In reality, the tax would affect just 2-3% of small business owners. When we think of small business owners we think of someone employing anywhere from a few to 20 employees. According to government definitions, a small business is any business with 500 or less employees.
Another misconception in this whole debate is the actual effect of the potential 4% tax hike. Tax rates in the U.S. are marginal, so anyone, no matter how much they make, pays the lower rate until they reach the highest threshold. For example, a married couple making $500,000 will still only pay 10% on their first $16,750 of income, 15% of their income from $16,750 to $68,000 and 25% to $137,300.
Under Obama's proposal the additional 4% will only start at $250,000. Assuming a married couple earn $500,000 a year, their tax bill will go up by a maximum of $10,000 or 2% of their entire earnings in the unlikely assumption that they have no mortgage or any other writeoffs.
As it is, for the truly wealthy, there are so many write-offs and much of their income is often derived from capital gains that their effective tax rates are often lower than middle income wage earners. In 2006, for example the 400 biggest earners according to the IRS paid effective tax rates of about 17% on average.
Frank McCourt, the carpetbagger owner of the Los Angeles Dodgers, for example, reported income of $108 million from 2004 to 2009. Because he could claim enormous potential carry forward losses from his commercial real estate holdings of $109 million during that period he paid no taxes on that income. Unless that real estate is sold at a profit, he can roll over potential losses in perpituity and virtually never pay taxes.
Republicans are somehow more cocerned that a marginal increase in taxes for the richest Americans will derail the economy but have no problem that the very top echelon of earners have so many legal ways not to pay taxes in a time where Federal deficits are a real problem.
Let's not forget the $700 billion in earnings of America's largesst corporations that were passed through offshore entities. The tax paid on that $700 billion amounted to an average of 3%. That's at least $200 billion in lost Federal revenue. Think of the overal benefits if that $200 billion were spent on education and infrastructure each year instead of sitting in the coffers of America's largest corporations.

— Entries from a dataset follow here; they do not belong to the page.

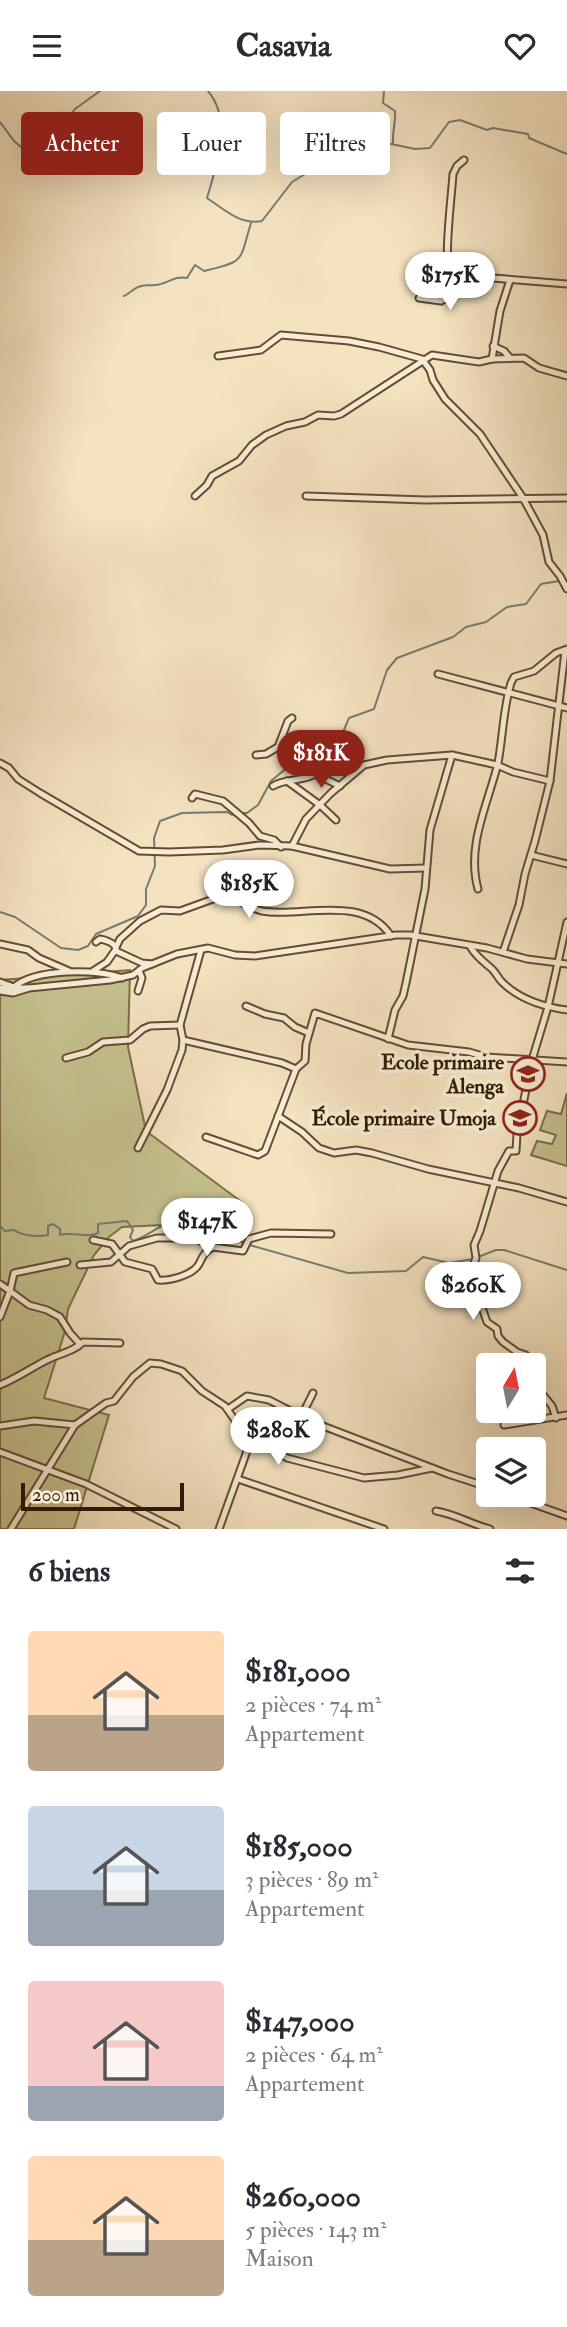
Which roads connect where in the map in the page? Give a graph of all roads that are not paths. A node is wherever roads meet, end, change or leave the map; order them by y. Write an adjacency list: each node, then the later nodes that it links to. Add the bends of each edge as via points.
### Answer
1 (464, 160): 2 (street, via 453,174 446,254)
2 (452, 279): 3 (street); 5 (street, via 444,300)
3 (510, 280): 4 (street); 6 (street)
4 (567, 284)
5 (419, 298)
6 (492, 346): 8 (street); 10 (street)
7 (218, 356): 9 (street, via 261,350 281,335 349,341)
8 (510, 358): 10 (street); 11 (street, via 524,358)
9 (422, 359): 10 (street, via 432,355 479,362); 12 (street, via 341,414 318,415 265,435 239,461 212,475); 14 (street, via 444,399 480,434)
10 (492, 359)
11 (567, 376)
12 (195, 496)
13 (306, 496): 14 (street)
14 (523, 498): 15 (street); 16 (street, via 543,535 549,562)
15 (567, 498)
16 (567, 589)
17 (566, 650): 19 (street, via 534,671 514,677); 20 (street)
18 (438, 674): 19 (street)
19 (508, 694): 20 (street); 26 (street)
20 (559, 706): 21 (street); 28 (street)
21 (567, 708)
22 (292, 718): 23 (street, via 278,747)
23 (256, 755)
24 (452, 755): 26 (street); 30 (street, via 364,765); 38 (street, via 434,812)
25 (0, 763): 35 (street, via 40,793 135,850)
26 (497, 765): 28 (street); 39 (street, via 475,850)
27 (286, 781): 29 (street); 30 (street, via 315,774); 32 (street)
28 (550, 781): 36 (street)
29 (273, 786)
30 (340, 786): 32 (street)
31 (192, 798): 35 (street, via 195,794 222,801 260,836)
32 (320, 805): 33 (street); 34 (street, via 306,819)
33 (336, 820)
34 (292, 846): 35 (street); 38 (street, via 390,869)
35 (281, 847)
36 (531, 855): 37 (street); 48 (street)
37 (567, 864)
38 (426, 868): 42 (street)
39 (478, 889)
40 (567, 922): 49 (street)
41 (391, 936): 42 (street); 46 (street, via 381,925 357,913 262,911 227,894 140,921); 47 (street, via 255,956)
42 (415, 936): 45 (street); 66 (street, via 404,992)
43 (96, 942): 46 (street, via 104,940)
44 (0, 944): 53 (street, via 28,950)
45 (470, 946): 48 (street); 62 (street, via 505,985)
46 (116, 949): 50 (street); 54 (street)
47 (201, 950): 50 (street); 64 (street)
48 (503, 952): 49 (street)
49 (559, 963): 51 (street); 62 (street)
50 (152, 964): 52 (street)
51 (567, 964)
52 (139, 971): 55 (street); 60 (street)
53 (72, 972): 54 (street); 57 (street, via 44,975)
54 (91, 972): 55 (street)
55 (122, 978): 58 (street)
56 (0, 982): 57 (street)
57 (14, 987): 58 (street); 59 (street)
58 (29, 988): 59 (street, via 13,993)
59 (0, 990)
60 (138, 991)
61 (246, 1006): 65 (street)
62 (548, 1007): 63 (street); 69 (street)
63 (567, 1010)
64 (180, 1025): 67 (street); 68 (street, via 150,1026 130,1040 103,1042)
65 (309, 1033): 66 (street, via 313,1016 319,1013); 71 (street, via 305,1062)
66 (388, 1039): 69 (street, via 476,1056)
67 (183, 1040): 71 (street); 74 (street, via 167,1090)
68 (66, 1058)
69 (533, 1060): 70 (street); 75 (street, via 516,1151 503,1158)
70 (567, 1062)
71 (296, 1069): 72 (street)
72 (278, 1116): 73 (street, via 265,1151 258,1155); 75 (street, via 319,1148 334,1153 356,1150)
73 (206, 1137)
74 (138, 1148)
75 (496, 1184): 76 (street); 88 (street, via 474,1245 471,1276 487,1322)
76 (567, 1202)
77 (331, 1234): 79 (street, via 271,1233 249,1239 243,1251)
78 (93, 1240): 80 (street, via 112,1244)
79 (213, 1247): 80 (street, via 194,1238 157,1238 129,1246); 80 (street, via 193,1270 166,1280 158,1280 152,1269 125,1262)
80 (119, 1255): 82 (street, via 111,1262)
81 (67, 1262): 84 (street, via 14,1273)
82 (80, 1265)
83 (0, 1284): 84 (street)
84 (10, 1291): 85 (street); 87 (street, via 60,1317)
85 (0, 1316)
86 (120, 1343): 87 (street)
87 (80, 1344): 89 (street)
88 (519, 1353)
89 (0, 1385)
90 (313, 1393): 94 (street)
91 (546, 1398): 95 (street)
92 (228, 1409): 94 (street, via 242,1398 258,1397); 96 (street, via 183,1371 150,1363 114,1401); 99 (street)
93 (567, 1415): 95 (street)
94 (301, 1417): 101 (street)
95 (556, 1418): 97 (street)
96 (75, 1425): 98 (street, via 34,1421); 102 (street)
97 (503, 1425)
98 (0, 1426)
99 (252, 1437): 101 (street, via 287,1458 361,1477); 103 (street)
100 (0, 1452): 102 (street)
101 (432, 1468): 104 (street)
102 (47, 1469): 108 (street); 109 (street)
103 (238, 1479): 110 (street); 111 (street)
104 (476, 1483)
105 (542, 1507): 107 (street)
106 (436, 1511): 112 (street)
107 (567, 1516)
108 (11, 1529)
109 (176, 1529)
110 (219, 1529)
111 (384, 1529)
112 (490, 1529)

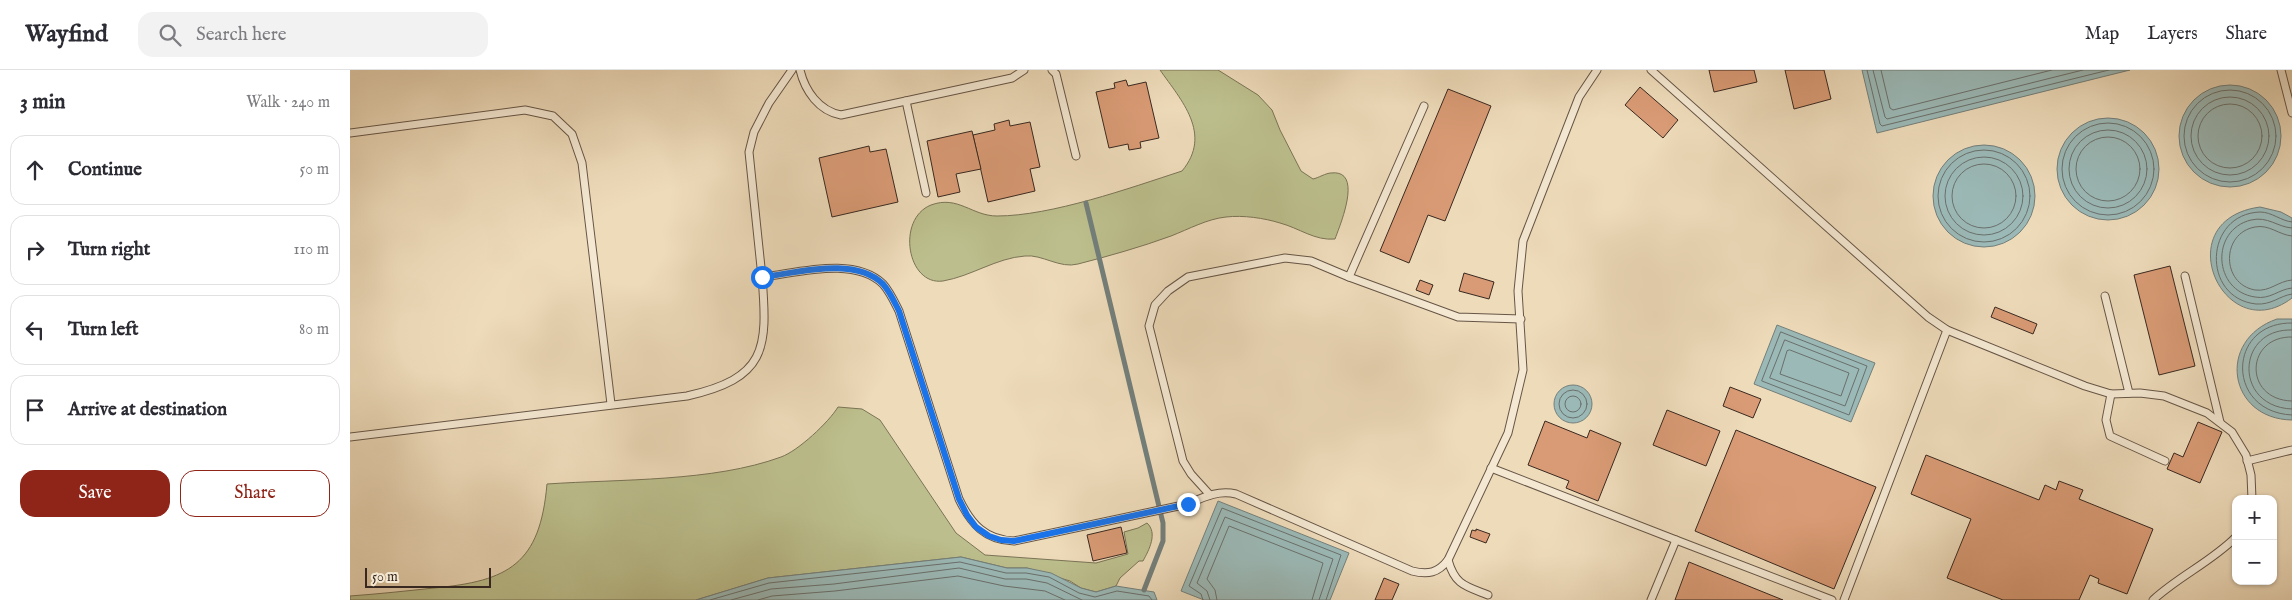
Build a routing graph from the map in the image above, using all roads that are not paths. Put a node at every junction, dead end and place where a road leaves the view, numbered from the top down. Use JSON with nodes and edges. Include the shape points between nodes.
{"nodes":[{"id":1,"x":792,"y":70,"type":"edge"},
{"id":2,"x":800,"y":70,"type":"edge"},
{"id":3,"x":1024,"y":70,"type":"edge"},
{"id":4,"x":1052,"y":70,"type":"edge"},
{"id":5,"x":1597,"y":70,"type":"edge"},
{"id":6,"x":1651,"y":70,"type":"edge"},
{"id":7,"x":2281,"y":70,"type":"edge"},
{"id":8,"x":906,"y":101,"type":"junction"},
{"id":9,"x":1424,"y":106,"type":"dead end"},
{"id":10,"x":2292,"y":113,"type":"edge"},
{"id":11,"x":350,"y":133,"type":"edge"},
{"id":12,"x":1076,"y":156,"type":"dead end"},
{"id":13,"x":926,"y":193,"type":"dead end"},
{"id":14,"x":2185,"y":276,"type":"dead end"},
{"id":15,"x":762,"y":277,"type":"junction"},
{"id":16,"x":1349,"y":277,"type":"junction"},
{"id":17,"x":2106,"y":296,"type":"dead end"},
{"id":18,"x":1521,"y":319,"type":"junction"},
{"id":19,"x":1947,"y":330,"type":"junction"},
{"id":20,"x":2129,"y":393,"type":"junction"},
{"id":21,"x":2111,"y":394,"type":"junction"},
{"id":22,"x":611,"y":404,"type":"junction"},
{"id":23,"x":2220,"y":422,"type":"junction"},
{"id":24,"x":350,"y":437,"type":"edge"},
{"id":25,"x":2292,"y":450,"type":"edge"},
{"id":26,"x":2165,"y":461,"type":"dead end"},
{"id":27,"x":2247,"y":461,"type":"junction"},
{"id":28,"x":1491,"y":468,"type":"junction"},
{"id":29,"x":1210,"y":494,"type":"junction"},
{"id":30,"x":2251,"y":495,"type":"edge"},
{"id":31,"x":1676,"y":540,"type":"junction"},
{"id":32,"x":2233,"y":540,"type":"edge"},
{"id":33,"x":1448,"y":560,"type":"junction"},
{"id":34,"x":1488,"y":595,"type":"dead end"},
{"id":35,"x":1651,"y":600,"type":"edge"},
{"id":36,"x":1832,"y":600,"type":"edge"},
{"id":37,"x":1844,"y":600,"type":"edge"},
{"id":38,"x":2153,"y":600,"type":"edge"}],
"edges":[{"from":1,"to":15,"type":"lane","via":[[769,103],[748,152]]},
{"from":2,"to":8,"type":"lane","via":[[812,95],[829,113],[841,115]]},
{"from":3,"to":8,"type":"lane","via":[[1012,78]]},
{"from":4,"to":12,"type":"lane","via":[[1056,74]]},
{"from":5,"to":18,"type":"lane","via":[[1579,97],[1523,241],[1518,291]]},
{"from":6,"to":19,"type":"lane","via":[[1928,317]]},
{"from":7,"to":10,"type":"lane"},
{"from":8,"to":13,"type":"lane"},
{"from":9,"to":16,"type":"lane"},
{"from":11,"to":22,"type":"lane","via":[[525,110],[553,116],[572,134],[582,163]]},
{"from":14,"to":23,"type":"lane"},
{"from":15,"to":22,"type":"lane","via":[[764,339],[756,358],[739,376],[721,387],[687,396]]},
{"from":15,"to":29,"type":"lane","via":[[843,267],[869,274],[882,283],[899,311],[959,499],[976,527],[989,536],[1014,541],[1188,504]]},
{"from":16,"to":18,"type":"lane","via":[[1458,317]]},
{"from":16,"to":29,"type":"lane","via":[[1311,261],[1285,258],[1188,278],[1155,304],[1149,326],[1183,461]]},
{"from":17,"to":20,"type":"lane"},
{"from":18,"to":28,"type":"lane","via":[[1523,370],[1508,433]]},
{"from":19,"to":21,"type":"lane"},
{"from":19,"to":37,"type":"lane"},
{"from":20,"to":21,"type":"lane"},
{"from":20,"to":23,"type":"lane","via":[[2164,396],[2207,413]]},
{"from":21,"to":26,"type":"lane","via":[[2106,420],[2110,436]]},
{"from":22,"to":24,"type":"lane"},
{"from":23,"to":27,"type":"lane","via":[[2232,432]]},
{"from":25,"to":27,"type":"lane"},
{"from":27,"to":30,"type":"lane"},
{"from":28,"to":31,"type":"lane"},
{"from":28,"to":33,"type":"lane"},
{"from":29,"to":33,"type":"lane","via":[[1236,494],[1412,571],[1436,572]]},
{"from":31,"to":35,"type":"lane"},
{"from":31,"to":36,"type":"lane"},
{"from":32,"to":38,"type":"lane"},
{"from":33,"to":34,"type":"lane","via":[[1455,578],[1463,586]]}]}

This reminds me of the old line about how true scandal lies not in what's illegal, but what's legal.
More on the 'what is a small business" question. According to the Tax Policy Center 1.9% of legitimate small business owners fall into the top two earning categories which are the ones in question. What skews the numbers are large private companies who avoid corporate income taxes by passing earnings through to partners and managers. Companies such as Bechtel, PriceWaterhouse, the Tribune Company and even the largest law firms use this method of income reporting.
The full explanation here.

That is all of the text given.